How to stop worrying about judgement of others
Many of you no doubt feel that life would be a lot easier if you didn’t worry what people thought about you so much. This is natural, as it’s important to humans to feel like they are part of a pack – we’re genetically programmed to care what those around us think of us, and as a result we may change our behaviour in order to blend in.
What makes us worry what other people think of us?
We are made up of two parts: the conscious part, which is rational and logical, and the subconscious, the primitive part, which is in charge 90% of the time. When you begin to worry what people think of you, your subconscious is pattern matching so as to protect you from harm. If it finds a match, a call-to-action is sent back, meaning you might freeze or become speechless, or develop the urge to run out of the room. This is known as the fight, flight, freeze response.
So, how to avoid worrying about what other people think? Here are a few simple techniques which may help:
We all live our own lives and respond to things in different ways, so try envisioning yourself in your own little bubble and allow anything approaching it to just bounce off. If somebody says something negative that you think could be about you, deflect it before you allow it to enter your head.
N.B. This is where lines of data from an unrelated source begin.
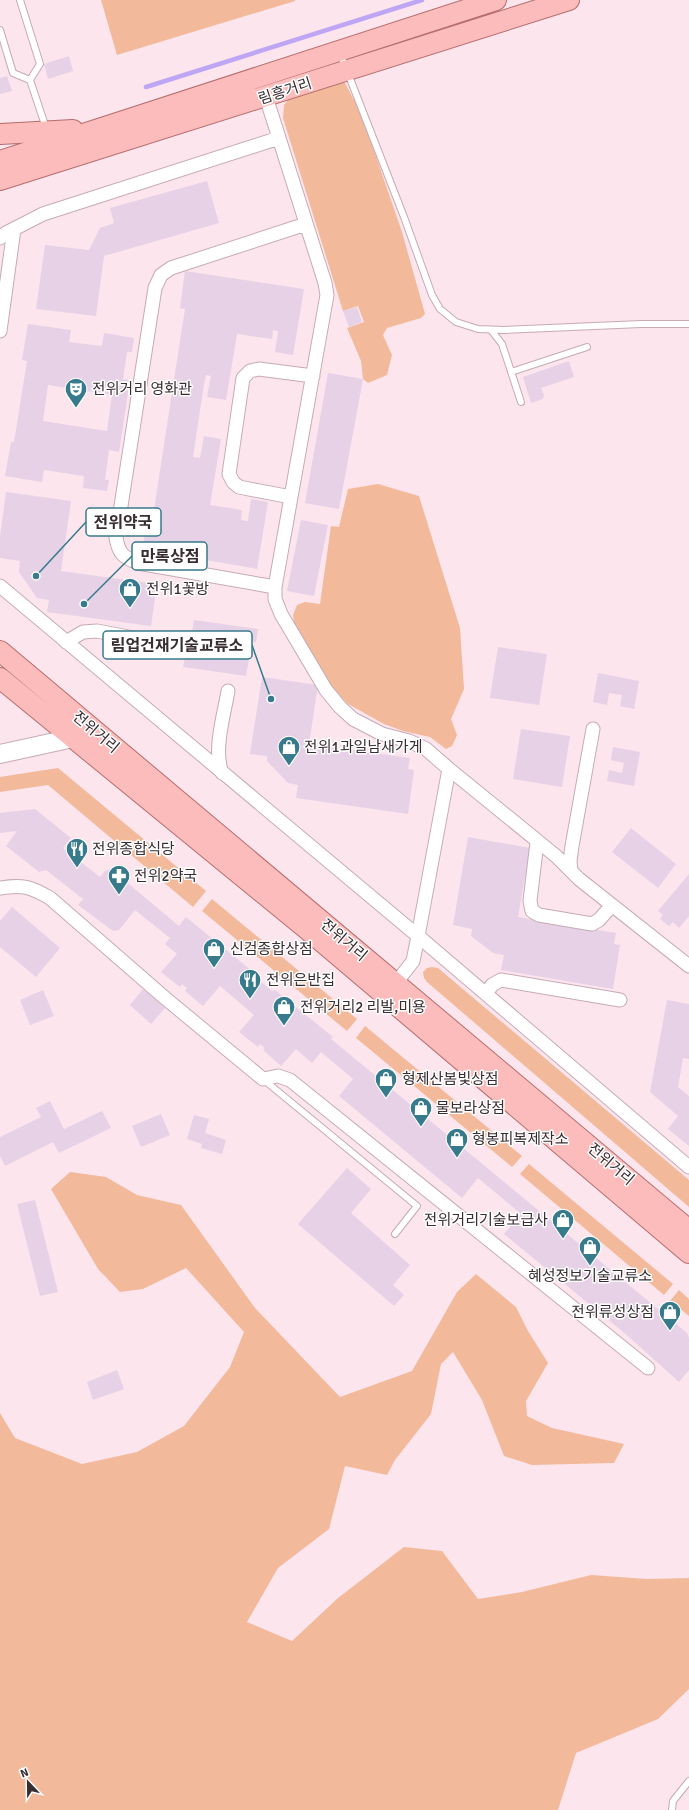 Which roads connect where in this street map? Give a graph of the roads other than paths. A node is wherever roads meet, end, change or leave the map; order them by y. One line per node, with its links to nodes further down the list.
1 (20, 0): 7 (lane)
2 (496, 0): 5 (main road, 림흥거리)
3 (569, 0): 6 (main road, 림흥거리)
4 (0, 30): 7 (lane)
5 (339, 52): 6 (lane); 9 (main road, 림흥거리)
6 (347, 71): 8 (main road, 림흥거리); 20 (lane)
7 (30, 80): 10 (lane)
8 (266, 97): 12 (street); 14 (main road, 림흥거리)
9 (103, 128): 10 (main road); 13 (main road, 림흥거리)
10 (48, 131): 11 (main road)
11 (0, 134)
12 (279, 138): 15 (street); 16 (street)
13 (0, 161)
14 (0, 180)
15 (306, 224): 24 (street); 28 (street)
16 (14, 229): 17 (street); 18 (street)
17 (0, 238)
18 (1, 316): 21 (street)
19 (689, 324): 20 (lane)
20 (492, 330): 23 (lane)
21 (0, 331)
22 (587, 346): 23 (lane)
23 (511, 372): 25 (lane)
24 (312, 376): 26 (street); 26 (street)
25 (521, 402)
26 (291, 497): 28 (street)
27 (0, 586): 29 (street)
28 (275, 587): 37 (street)
29 (66, 642): 30 (street); 38 (street)
30 (170, 645)
31 (0, 651): 45 (main road, 전위거리)
32 (0, 678): 35 (main road, 전위거리)
33 (228, 691): 38 (street)
34 (593, 729): 40 (street)
35 (73, 738): 36 (street); 52 (main road, 전위거리)
36 (0, 754)
37 (449, 769): 39 (street); 43 (street)
38 (222, 773): 43 (street)
39 (537, 842): 40 (street); 42 (street)
40 (570, 870): 42 (street)
41 (0, 888): 48 (street)
42 (612, 905): 44 (street)
43 (418, 936): 45 (street); 46 (street)
44 (689, 966)
45 (396, 983): 50 (main road, 전위거리)
46 (486, 994): 47 (street); 49 (street)
47 (620, 1000)
48 (263, 1079): 51 (lane); 53 (street)
49 (689, 1167)
50 (689, 1230)
51 (395, 1234)
52 (689, 1253)
53 (648, 1368)
54 (689, 1781): 55 (lane)
55 (672, 1810) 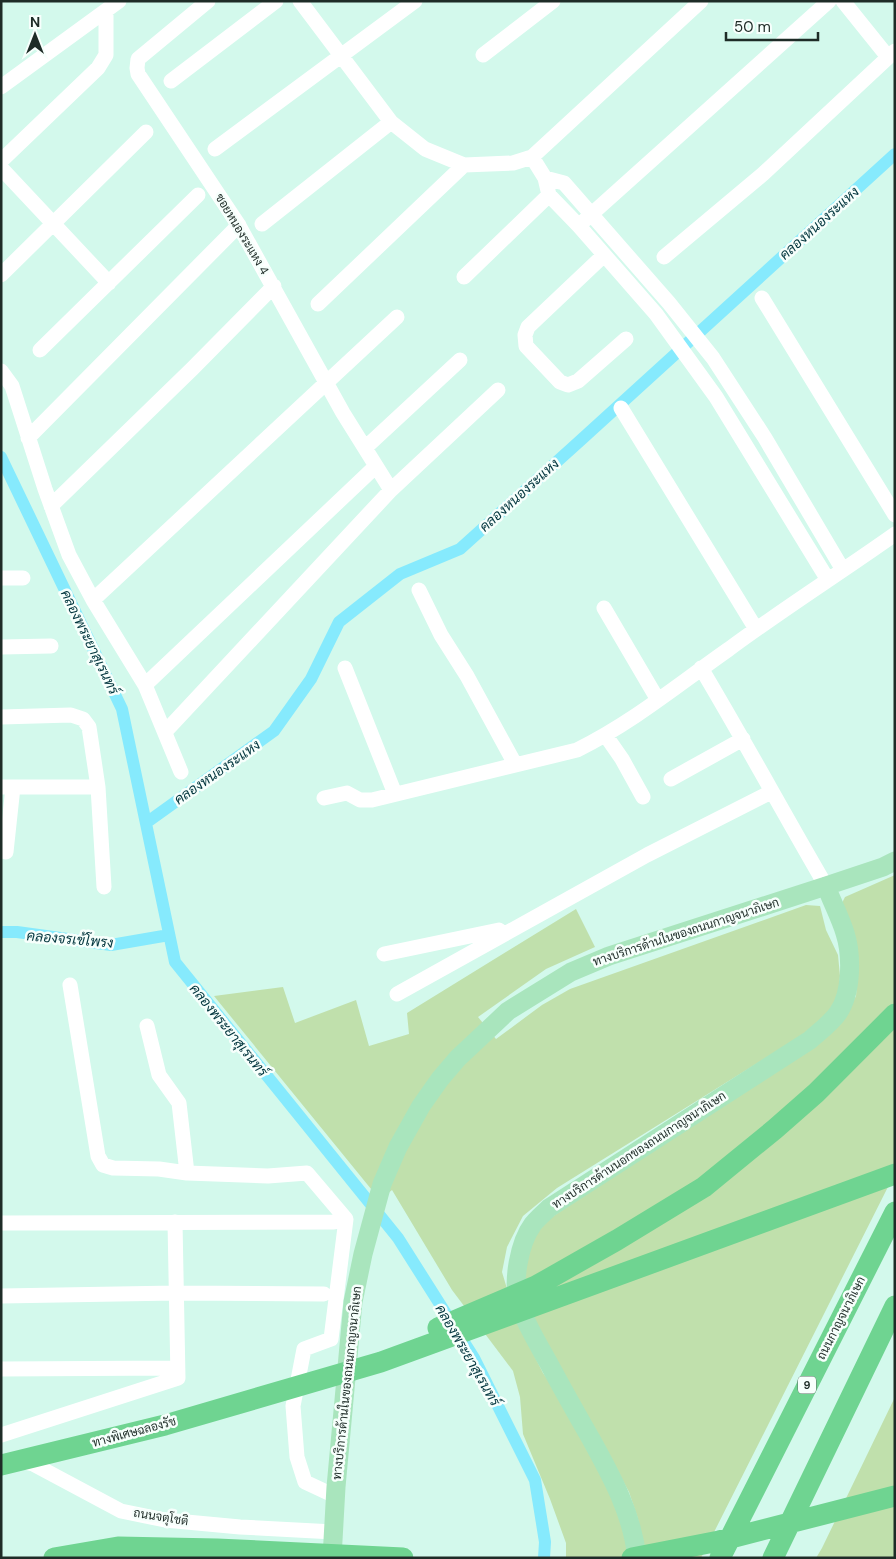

Your subconscious is trying to keep you safe from stuff around you, meaning it’s constantly weighing up threats in your environment to protect you from getting hurt. Therefore, when you feel like someone is looking at you in a strange way, your subconscious kicks in to make you fret about what you might have done wrong and how you can take action to avoid being hurt. From now on, try doing something to distract your subconscious, such as dancing or going for a run, before it can take action.
Your head is full of stuff. Throughout the day it builds up, causing your own thoughts to fight for space with your reactions to what’s taking place around you. If you are constantly worrying what other people think, you leave no space for your own thoughts, which causes emotional outbursts, forgetfulness and procrastination amongst other things. You should be constantly clearing out the workspace in your brain by letting these thoughts in, then visualising them leave again.
With practice, you can really reduce the amount you allow others to control how you see yourself. So what are you waiting for? Get started now!